*Entries supplied*
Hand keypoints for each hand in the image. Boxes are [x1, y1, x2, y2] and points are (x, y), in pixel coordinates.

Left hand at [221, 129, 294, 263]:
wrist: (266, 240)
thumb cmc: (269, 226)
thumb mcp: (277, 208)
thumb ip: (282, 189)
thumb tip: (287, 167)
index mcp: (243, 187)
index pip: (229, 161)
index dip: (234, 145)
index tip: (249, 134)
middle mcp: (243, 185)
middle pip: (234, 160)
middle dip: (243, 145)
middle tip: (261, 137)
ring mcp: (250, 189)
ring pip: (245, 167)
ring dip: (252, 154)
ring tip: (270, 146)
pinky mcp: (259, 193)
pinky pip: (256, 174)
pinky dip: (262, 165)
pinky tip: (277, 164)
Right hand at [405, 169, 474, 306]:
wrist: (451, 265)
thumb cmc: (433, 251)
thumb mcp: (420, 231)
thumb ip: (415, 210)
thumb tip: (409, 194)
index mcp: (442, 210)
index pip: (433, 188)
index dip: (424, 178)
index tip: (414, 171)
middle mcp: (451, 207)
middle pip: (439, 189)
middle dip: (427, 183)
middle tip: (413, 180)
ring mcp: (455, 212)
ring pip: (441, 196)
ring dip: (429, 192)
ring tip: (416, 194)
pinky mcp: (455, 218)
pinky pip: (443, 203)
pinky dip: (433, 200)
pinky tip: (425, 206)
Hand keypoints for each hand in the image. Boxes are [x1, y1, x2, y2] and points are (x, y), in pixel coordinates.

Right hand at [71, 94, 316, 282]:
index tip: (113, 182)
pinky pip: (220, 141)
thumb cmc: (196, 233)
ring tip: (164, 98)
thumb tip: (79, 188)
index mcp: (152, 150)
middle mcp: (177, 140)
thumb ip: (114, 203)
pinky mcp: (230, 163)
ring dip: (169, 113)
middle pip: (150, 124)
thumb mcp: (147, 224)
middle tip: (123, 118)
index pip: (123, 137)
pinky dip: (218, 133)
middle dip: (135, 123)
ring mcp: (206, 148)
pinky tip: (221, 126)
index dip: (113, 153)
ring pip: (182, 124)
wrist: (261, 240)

--

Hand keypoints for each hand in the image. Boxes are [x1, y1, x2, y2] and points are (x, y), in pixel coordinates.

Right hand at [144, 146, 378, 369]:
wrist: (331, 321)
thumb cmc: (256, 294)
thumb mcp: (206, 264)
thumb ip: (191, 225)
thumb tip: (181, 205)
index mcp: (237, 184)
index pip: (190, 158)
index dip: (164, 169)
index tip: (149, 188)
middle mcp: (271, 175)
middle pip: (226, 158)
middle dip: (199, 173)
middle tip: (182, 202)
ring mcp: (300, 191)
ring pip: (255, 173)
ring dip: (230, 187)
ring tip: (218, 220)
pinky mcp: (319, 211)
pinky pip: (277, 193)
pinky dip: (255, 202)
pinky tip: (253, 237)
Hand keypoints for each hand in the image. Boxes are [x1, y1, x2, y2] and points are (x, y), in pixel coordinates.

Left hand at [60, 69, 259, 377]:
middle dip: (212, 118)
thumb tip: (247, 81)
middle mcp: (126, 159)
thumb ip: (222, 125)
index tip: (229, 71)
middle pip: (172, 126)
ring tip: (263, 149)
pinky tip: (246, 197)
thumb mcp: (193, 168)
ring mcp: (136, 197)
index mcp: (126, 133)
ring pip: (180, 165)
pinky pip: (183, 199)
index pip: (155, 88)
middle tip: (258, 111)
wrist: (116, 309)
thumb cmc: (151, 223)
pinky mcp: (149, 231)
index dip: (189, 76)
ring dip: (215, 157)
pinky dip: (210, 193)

*What this task involves*
Above are records; repeat only the lines starting at the line with "middle tip: (258, 111)" and ending at the line with "pinky dip: (210, 193)", exactly as they appear, both included.

*Answer to this exercise*
middle tip: (258, 111)
wrist: (116, 309)
thumb cmc: (151, 223)
pinky mcp: (149, 231)
index dip: (189, 76)
ring dip: (215, 157)
pinky dip: (210, 193)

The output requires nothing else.